Não se atenta que o governo em Fevereiro deste ano, já promoveu uma reforma que TRIBUTOU APOSENTADOS, que recebiam menos de R$ 6 mil reais e eram isentos de pagar previdência, e hoje têm confiscado 14% de seus proventos de aposentadoria, enquanto uma montanha de recursos desses aposentados deixam de ir para gastos no comércio, em remédios, alimentos, lazer e sobrevivência! Lembrem-se, trabalhadores aposentados pelo INSS não pagam previdência após se aposentarem, servidores públicos sim, até a morte!

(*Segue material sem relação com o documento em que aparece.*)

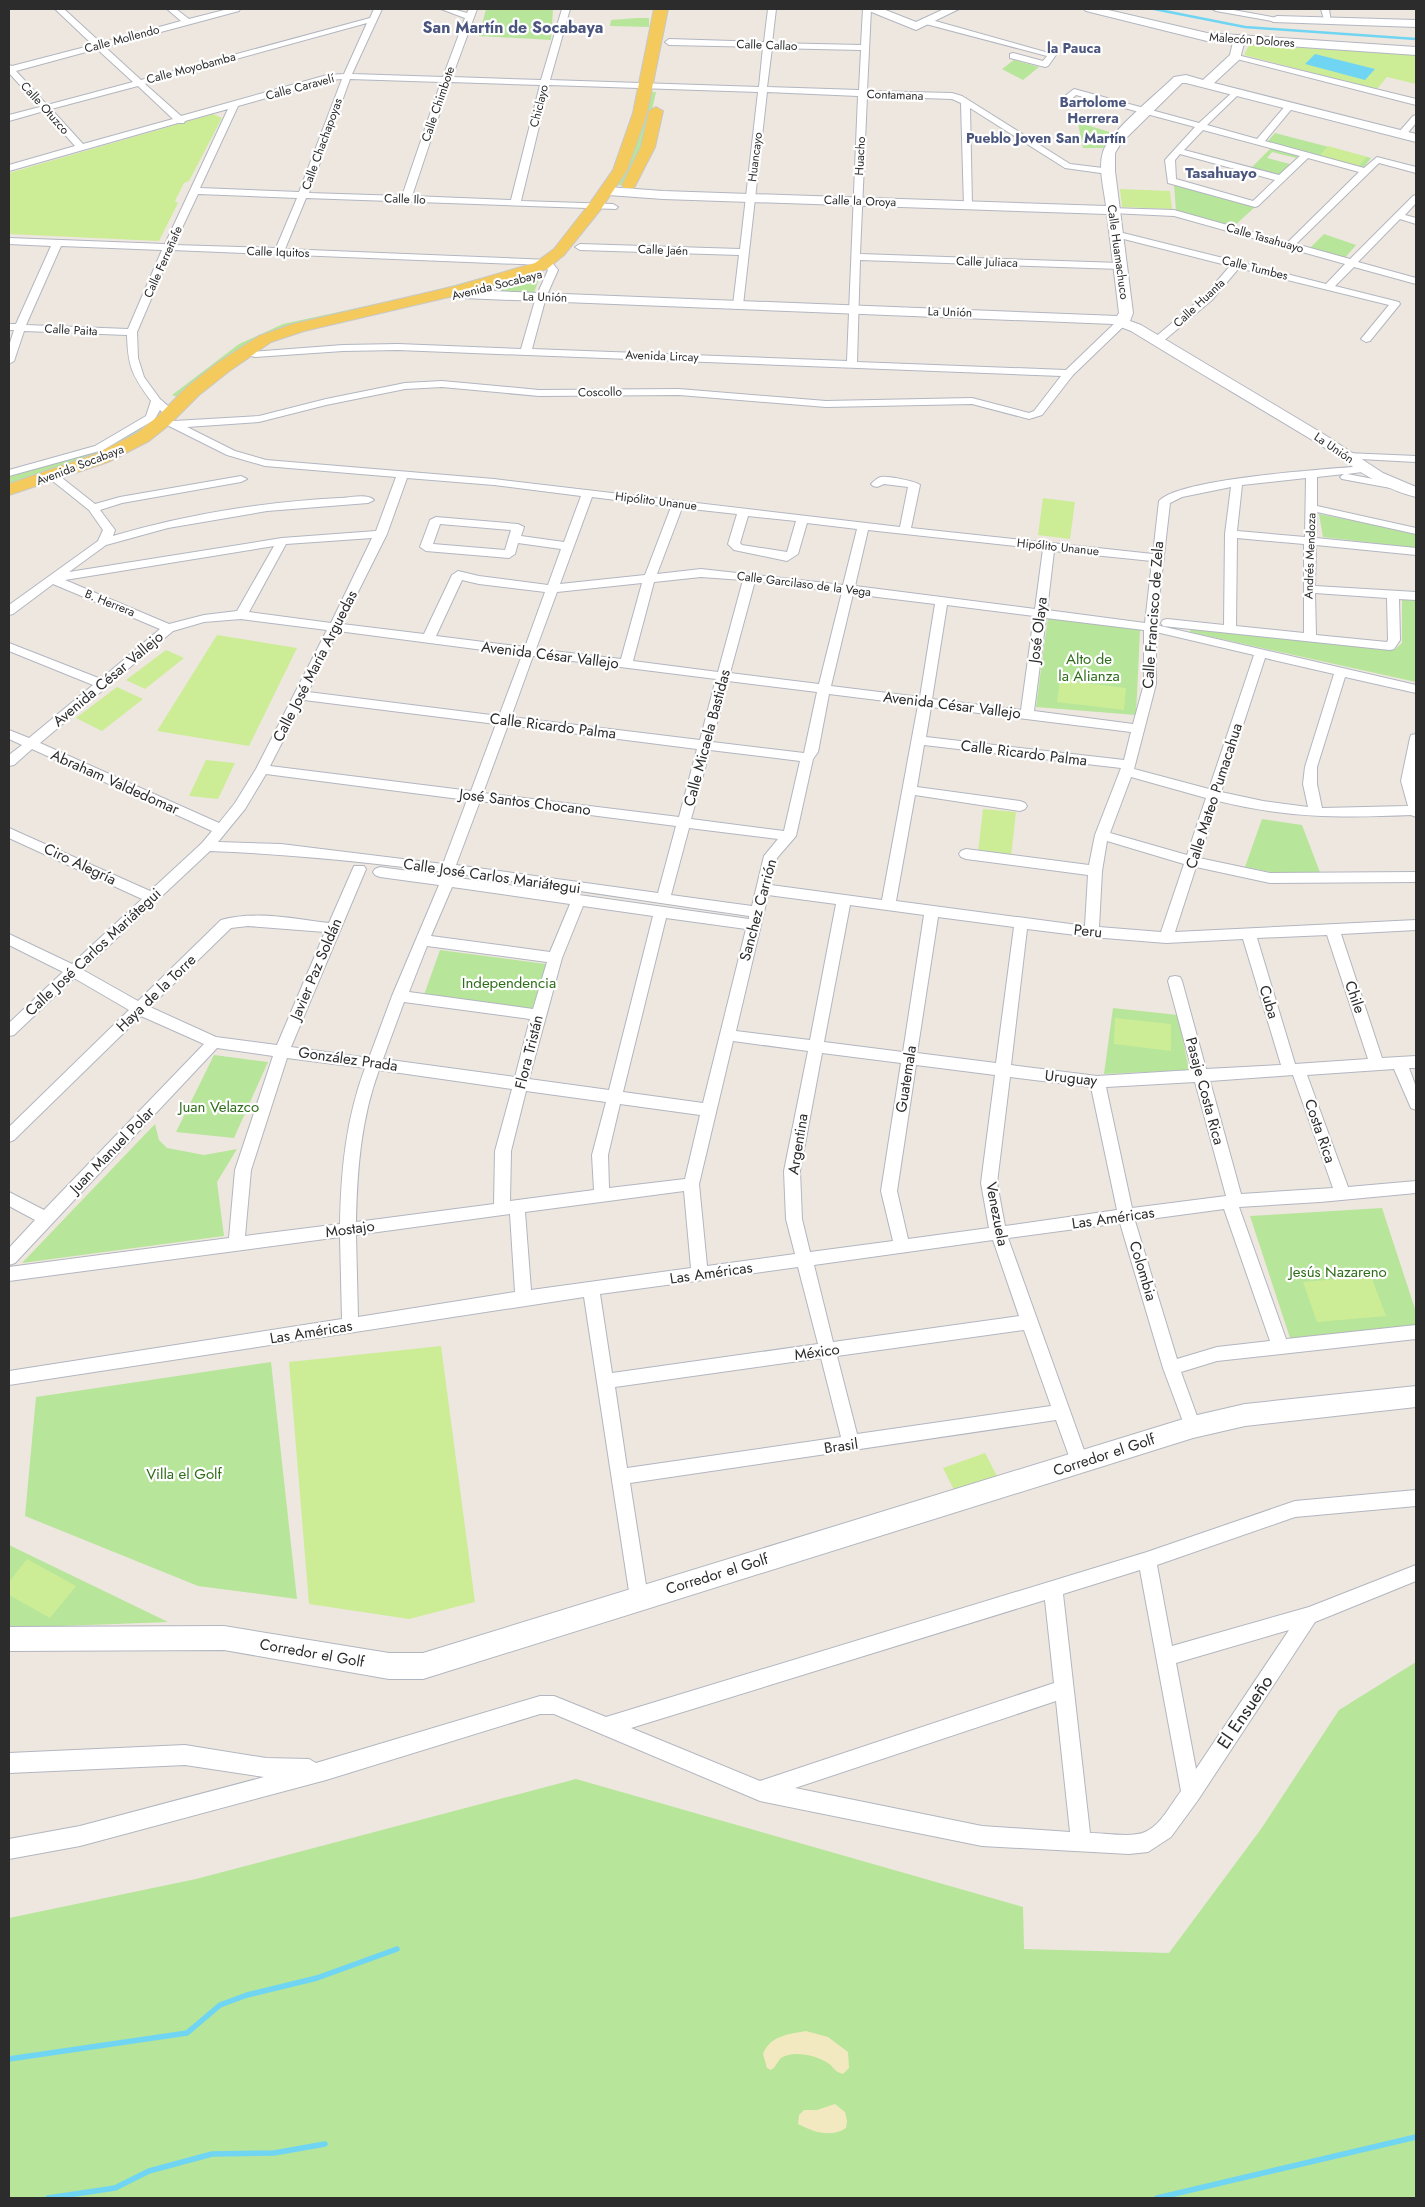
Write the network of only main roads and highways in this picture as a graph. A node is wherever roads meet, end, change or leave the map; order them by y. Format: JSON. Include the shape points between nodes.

A consequência desta aprovação é uma queda abrupta no poder de COMPRA dos servidores de Mato Grosso e suas famílias, o que afeta diretamente o CONSUMO de bens, serviços e turismo. Desta forma, não é possível compreender a incoerência de uma federação que “representa” comerciantes defender ações que afetarão direta e indiretamente a capacidade de consumo dos servidores nesses estabelecimentos!

Cada diretor da Fecomércio é dono de algum estabelecimento comercial de bens, serviços ou turismo, onde já consumiu algum servidor público, gastando seu suado salário ou provento de aposentadoria. Sempre ouvimos o lema que o CONSUMIDOR TEM SEMPRE RAZÃO. Neste caso os patrões acham que não!

Nunca é demais lembrar, que verbas “públicas” do sistema “S” irrigam com bilhões (mais de 17 bilhões só em 2018) os cofres dessas federações patronais, que são sustentadas com dinheiro arrecadado pelo governo, por meio de contribuições que as empresas são OBRIGADAS a pagar sobre o valor da sua folha de pagamento (as empresas do comércio recolhem 1,5% ao Sesc), praticamente sem qualquer transparência ou prestação de contas ao TCU. Assim, através de convênios com o Sistema “S”, essas entidades têm recursos para fazerem o lobby para as “pautas do segmento” e para bancar os luxos e “convescotes” dos diretores sindicais dos patrões.

Nem é demais lembrar, que o último presidente da Fecomércio, Sr Pedro Nadaf, foi preso por corrupção e delatado em vários esquemas de concessão de renúncias fiscais fraudulentas, inclusive para o setor que outrora representava!

É oportuno lembrar aos comerciantes, que somente os quase 100 mil servidores do poder executivo, entre folha de pagamento de aposentados e Ativos, despejam mais de 500 milhões no comércio local todo mês. Somando-se aos servidores de outros poderes, dos municípios e do governo federal que neste estado residem, estaríamos falando de uma fatia indispensável para qualquer seguimento empresarial, quanto mais para o comércio “representado” pela entidade que se propõe a inimiga dos servidores.

Os servidores do estado de Mato Grosso EXIGEM UMA RETRATAÇÃO por parte da Fecomércio, seu presidente que assina e pelos diretores que respaldaram essa Nota que afronta a dignidade dos servidores públicos. 

Caso contrário, havemos de promover uma intensa campanha de BOICOTE contra as empresas dos diretores da Fecomércio, como forma democrática de repúdio pela maneira desonrosa que os direitos remuneratórios dos servidores foram tratados. Salário de aposentadoria é dignidade na velhice!

É de conhecimento que o Presidente da Fecomércio é dono de lojas de materiais de construção, seu secretário geral dono de lojas do seguimento de roupas, o primeiro tesoureiro dono de Drogarias, e o primeiro vice presidente dono de óticas, ou seja, produtos que a maioria dos servidores consomem, e podem mudar de opção de loja e de marca, naturalmente, afinal, se o dono do estabelecimento não dá razão ao cliente consumidor, este pode procurar quem o faça!